第二十話 レベル1インキュバス、納得する
誰かに呼ばれている気がする。
声に応えるように体を動かそうとすると、徐々に自分が何者だったのか思い出した。
――クラウディオさん!
そうだ、わたくしはあの方の使い魔なんだ。
彼女の元に戻らなければ。
そう思った瞬間、視界いっぱいに広がる眩い光が、ゆっくりと引いていった。
気がついた時には、慣れ親しんだ301号室、そのベッドの際に立っていた。
鼻腔をくすぐるスパイスと油の香り。
テーブルと作業机いっぱいに、見たことがないご馳走が並んでいる。
スパイシーな香りの茶色いスープ。
赤いソースのかかった、こねた肉の塊。
卵と一緒に炒めたほんのり黄色いライス。
そしてエプロンを着けたハジメが、こちらに気づかずに鼻歌を歌って、どんどん料理を並べている。
料理が得意だと言っていた。
一階の共同キッチンで作ったのかもしれない。
主人の横顔には笑みが浮かんでいる。
ほっと胸を撫で下ろす。
5階層で最後に見た少女の顔は、今思い出しても胸が張り裂けそうなほど悲壮なものだった。

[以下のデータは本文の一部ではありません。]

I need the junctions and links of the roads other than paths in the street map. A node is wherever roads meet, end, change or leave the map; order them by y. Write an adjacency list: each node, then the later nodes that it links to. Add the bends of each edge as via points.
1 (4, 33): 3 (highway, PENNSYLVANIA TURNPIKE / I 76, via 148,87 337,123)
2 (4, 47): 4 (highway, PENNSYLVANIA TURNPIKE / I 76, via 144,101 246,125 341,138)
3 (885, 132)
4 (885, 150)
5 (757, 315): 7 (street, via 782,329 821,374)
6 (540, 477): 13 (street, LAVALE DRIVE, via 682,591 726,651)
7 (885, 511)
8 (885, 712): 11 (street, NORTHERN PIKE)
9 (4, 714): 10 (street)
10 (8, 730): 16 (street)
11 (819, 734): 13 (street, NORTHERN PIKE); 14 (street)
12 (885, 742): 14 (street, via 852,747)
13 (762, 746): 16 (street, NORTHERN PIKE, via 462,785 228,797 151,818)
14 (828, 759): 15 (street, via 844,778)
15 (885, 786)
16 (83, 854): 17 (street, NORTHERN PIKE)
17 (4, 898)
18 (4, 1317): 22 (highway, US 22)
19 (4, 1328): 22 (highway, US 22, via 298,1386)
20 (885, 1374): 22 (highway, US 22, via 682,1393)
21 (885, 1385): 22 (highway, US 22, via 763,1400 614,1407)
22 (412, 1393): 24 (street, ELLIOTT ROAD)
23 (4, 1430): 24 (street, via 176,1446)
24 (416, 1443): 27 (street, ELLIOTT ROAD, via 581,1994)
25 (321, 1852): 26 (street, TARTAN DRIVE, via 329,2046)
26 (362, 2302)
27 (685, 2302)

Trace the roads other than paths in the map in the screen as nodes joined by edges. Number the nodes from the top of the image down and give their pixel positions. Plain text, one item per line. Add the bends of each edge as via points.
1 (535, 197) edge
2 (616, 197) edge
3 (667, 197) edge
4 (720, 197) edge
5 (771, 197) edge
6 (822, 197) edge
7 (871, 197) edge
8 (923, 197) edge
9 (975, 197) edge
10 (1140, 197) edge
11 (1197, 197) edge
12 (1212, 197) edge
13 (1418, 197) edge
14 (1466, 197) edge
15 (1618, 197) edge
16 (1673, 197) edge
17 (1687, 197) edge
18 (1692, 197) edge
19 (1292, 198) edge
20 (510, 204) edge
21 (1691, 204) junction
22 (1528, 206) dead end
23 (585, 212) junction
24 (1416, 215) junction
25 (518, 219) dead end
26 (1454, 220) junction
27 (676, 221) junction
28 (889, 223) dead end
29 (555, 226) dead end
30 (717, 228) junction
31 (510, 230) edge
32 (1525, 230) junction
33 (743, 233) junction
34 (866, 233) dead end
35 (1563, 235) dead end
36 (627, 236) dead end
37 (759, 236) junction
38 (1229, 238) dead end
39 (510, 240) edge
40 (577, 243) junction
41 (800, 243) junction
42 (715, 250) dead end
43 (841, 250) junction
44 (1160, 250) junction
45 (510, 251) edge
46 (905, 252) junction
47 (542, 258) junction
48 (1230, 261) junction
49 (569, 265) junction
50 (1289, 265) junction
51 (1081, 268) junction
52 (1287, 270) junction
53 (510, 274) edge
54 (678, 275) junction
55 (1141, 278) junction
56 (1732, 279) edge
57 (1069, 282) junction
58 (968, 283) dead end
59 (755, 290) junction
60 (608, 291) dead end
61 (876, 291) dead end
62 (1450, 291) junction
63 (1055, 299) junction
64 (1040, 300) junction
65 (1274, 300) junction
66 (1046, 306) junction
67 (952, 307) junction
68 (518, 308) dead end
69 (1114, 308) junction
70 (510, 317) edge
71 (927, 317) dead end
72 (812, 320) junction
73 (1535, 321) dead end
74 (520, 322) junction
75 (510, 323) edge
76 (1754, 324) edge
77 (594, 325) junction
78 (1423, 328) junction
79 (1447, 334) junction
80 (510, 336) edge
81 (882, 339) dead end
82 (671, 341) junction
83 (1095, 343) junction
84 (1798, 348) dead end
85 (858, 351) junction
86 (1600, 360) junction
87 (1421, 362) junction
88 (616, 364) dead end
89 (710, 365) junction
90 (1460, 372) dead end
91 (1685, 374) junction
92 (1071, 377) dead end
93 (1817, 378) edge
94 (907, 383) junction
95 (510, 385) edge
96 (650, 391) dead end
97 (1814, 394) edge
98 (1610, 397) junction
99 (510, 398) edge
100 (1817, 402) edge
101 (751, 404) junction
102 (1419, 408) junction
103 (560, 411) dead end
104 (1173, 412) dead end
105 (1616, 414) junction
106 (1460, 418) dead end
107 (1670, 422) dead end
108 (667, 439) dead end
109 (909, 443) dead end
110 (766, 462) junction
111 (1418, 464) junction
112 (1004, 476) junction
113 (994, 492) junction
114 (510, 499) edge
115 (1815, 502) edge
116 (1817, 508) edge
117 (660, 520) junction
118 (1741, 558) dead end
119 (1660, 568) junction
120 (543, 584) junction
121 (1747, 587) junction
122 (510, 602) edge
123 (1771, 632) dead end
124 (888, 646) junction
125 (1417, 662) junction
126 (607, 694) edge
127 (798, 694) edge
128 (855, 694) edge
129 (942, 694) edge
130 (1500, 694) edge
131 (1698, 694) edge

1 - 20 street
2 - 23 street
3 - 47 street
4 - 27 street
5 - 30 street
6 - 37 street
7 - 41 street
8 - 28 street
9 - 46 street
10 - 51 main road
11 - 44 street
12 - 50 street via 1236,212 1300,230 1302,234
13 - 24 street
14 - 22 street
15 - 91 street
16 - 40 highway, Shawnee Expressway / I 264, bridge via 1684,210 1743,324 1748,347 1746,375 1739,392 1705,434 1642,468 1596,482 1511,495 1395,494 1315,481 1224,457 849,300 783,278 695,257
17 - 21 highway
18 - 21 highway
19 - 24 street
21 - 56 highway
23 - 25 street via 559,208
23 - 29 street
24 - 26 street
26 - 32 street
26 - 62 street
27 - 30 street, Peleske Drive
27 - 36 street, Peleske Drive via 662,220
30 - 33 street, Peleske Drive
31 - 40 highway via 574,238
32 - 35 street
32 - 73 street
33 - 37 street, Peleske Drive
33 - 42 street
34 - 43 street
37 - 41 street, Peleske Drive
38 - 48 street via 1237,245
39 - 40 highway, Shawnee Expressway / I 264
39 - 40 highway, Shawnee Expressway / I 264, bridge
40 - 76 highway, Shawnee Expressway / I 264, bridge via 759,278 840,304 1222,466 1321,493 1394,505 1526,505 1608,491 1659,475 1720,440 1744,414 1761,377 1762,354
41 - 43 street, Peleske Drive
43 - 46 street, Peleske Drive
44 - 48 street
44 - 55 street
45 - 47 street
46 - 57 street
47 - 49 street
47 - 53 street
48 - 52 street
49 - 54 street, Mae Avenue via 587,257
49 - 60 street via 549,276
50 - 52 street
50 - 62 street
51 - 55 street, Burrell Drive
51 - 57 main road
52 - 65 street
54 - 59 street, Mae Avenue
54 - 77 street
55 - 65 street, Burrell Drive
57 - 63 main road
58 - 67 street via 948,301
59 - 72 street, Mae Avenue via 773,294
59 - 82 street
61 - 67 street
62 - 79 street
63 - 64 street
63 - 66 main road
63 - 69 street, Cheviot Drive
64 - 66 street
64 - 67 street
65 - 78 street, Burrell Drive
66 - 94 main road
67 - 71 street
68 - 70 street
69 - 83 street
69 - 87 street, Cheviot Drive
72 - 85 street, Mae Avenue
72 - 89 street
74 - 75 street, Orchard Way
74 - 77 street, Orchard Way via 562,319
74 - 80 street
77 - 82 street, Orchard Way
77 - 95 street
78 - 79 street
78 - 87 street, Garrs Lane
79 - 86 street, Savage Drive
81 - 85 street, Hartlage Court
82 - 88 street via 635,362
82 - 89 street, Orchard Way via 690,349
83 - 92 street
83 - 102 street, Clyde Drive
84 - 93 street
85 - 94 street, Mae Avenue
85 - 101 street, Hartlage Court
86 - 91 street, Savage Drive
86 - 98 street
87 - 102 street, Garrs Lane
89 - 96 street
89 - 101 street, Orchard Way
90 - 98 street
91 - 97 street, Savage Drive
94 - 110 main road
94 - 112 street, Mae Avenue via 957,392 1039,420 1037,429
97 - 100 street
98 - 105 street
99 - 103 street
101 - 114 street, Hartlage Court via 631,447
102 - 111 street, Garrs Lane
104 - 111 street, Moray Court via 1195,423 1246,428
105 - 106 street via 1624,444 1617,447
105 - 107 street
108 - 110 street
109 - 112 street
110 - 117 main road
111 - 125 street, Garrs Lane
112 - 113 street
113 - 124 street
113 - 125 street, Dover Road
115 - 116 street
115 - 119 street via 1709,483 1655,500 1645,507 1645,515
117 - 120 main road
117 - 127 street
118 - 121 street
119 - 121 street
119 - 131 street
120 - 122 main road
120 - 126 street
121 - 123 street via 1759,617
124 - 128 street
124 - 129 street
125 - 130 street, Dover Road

またあんな顔をさせてしまうなら、肉壁になるのもやめておくべきだ。
――神様、お願いします。わたしを助けてください。
ハジメさん曰く、そう卵に祈ったら、わたくしが出てきたらしい。
イスズさま――ハジメの神様に恥をかかせてはいけない。
選ばれた時の準備はこの二、三十年、欠かしたことはない。
ハジメさんがワイングラスを二つ、テーブルに置いた。
水よりワインの方が安いのだ。
それより、やっと手が空になった。
「ただいま帰りました」
「うわあっ!?」
そっと声をかけると、思った通り両手を上げて飛び上がった。
主人は足がもつれて転げそうになった。
急いで背中に手を回してフォローする。
胸元に引き寄せたハジメさんの、見開かれた目がこちらを捉える。
大きく開いた一重の瞳が、あっという間に水分で満たされていく。
「クラウディオさん?」
「ご迷惑をおかけしました」
「い、痛かった?」
「はい……でもハジメさんも、辛かったですよね?」
「……うん!……うん!」
ハジメさんの腕が背中に回される。
こちらも恐れ多くも手に力が入ってしまった。
「心配かけてすみません」
わたくしの涙がハジメさんのおでこに落ちると、見上げたハジメさんもポロポロと涙をこぼした。
二人で抱き合ってワンワン泣いた。
もう、迷宮には行かない。
ここからはわたくしは、地上でのフォローに徹する。
レベル1の身で着いて回って、またこの子にあんな顔をさせるくらいなら、前蹴りを喰らったっていい。
主人と使い魔、二人で迷宮に挑む。
……素敵な夢を見させてもらった。
あとは、ハジメさんを無事に還して差し上げるだけだ。
泣きすぎて熱くなった主人の頭をゆっくりと撫でる。
姿見に写った自分の顔は驚くほど穏やかだった。
なにを言われても曲げる気はない。
……それが嫌なら、卵交換してもらおう。